··· Records supplied ···

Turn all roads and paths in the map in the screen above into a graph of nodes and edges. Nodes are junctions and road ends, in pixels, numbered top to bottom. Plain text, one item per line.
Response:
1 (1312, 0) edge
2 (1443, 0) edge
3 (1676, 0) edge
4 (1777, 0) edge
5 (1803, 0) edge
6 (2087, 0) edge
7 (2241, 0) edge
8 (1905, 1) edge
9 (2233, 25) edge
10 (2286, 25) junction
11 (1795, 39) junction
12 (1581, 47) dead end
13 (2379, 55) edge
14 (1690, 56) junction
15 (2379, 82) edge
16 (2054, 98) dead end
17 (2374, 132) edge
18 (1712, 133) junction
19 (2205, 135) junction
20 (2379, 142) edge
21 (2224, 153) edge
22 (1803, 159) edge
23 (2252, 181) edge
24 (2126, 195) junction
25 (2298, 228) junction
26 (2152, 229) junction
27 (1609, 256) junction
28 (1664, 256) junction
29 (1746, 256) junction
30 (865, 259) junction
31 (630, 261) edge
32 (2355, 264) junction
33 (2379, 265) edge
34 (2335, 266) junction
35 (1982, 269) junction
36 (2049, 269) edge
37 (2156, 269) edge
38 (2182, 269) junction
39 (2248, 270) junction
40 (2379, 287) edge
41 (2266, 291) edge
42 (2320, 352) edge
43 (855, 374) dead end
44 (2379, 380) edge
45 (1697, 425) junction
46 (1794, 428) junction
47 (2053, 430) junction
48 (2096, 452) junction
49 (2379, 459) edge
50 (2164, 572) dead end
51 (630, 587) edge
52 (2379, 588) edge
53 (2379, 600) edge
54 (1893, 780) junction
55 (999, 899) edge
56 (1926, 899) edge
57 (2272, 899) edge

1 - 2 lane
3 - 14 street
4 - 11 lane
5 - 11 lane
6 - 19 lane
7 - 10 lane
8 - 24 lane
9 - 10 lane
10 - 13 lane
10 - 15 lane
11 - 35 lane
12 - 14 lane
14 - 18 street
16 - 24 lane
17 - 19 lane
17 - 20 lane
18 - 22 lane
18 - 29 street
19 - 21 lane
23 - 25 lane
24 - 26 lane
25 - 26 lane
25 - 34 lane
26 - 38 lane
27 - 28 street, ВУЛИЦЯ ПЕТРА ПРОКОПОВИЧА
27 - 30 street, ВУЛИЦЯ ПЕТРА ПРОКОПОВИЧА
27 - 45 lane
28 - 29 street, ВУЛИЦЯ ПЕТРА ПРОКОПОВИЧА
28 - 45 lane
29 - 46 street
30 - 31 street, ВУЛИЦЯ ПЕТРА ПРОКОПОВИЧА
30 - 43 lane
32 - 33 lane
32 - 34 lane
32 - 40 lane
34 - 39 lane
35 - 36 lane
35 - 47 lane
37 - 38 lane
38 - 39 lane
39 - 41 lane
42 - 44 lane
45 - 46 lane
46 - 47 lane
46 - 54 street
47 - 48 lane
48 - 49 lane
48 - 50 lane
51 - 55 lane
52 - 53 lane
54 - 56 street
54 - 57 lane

···

Assigned task:
Display each line of the data where "ПЕТРА" occurs.

Answer to the problem:
27 - 28 street, ВУЛИЦЯ ПЕТРА ПРОКОПОВИЧА
27 - 30 street, ВУЛИЦЯ ПЕТРА ПРОКОПОВИЧА
28 - 29 street, ВУЛИЦЯ ПЕТРА ПРОКОПОВИЧА
30 - 31 street, ВУЛИЦЯ ПЕТРА ПРОКОПОВИЧА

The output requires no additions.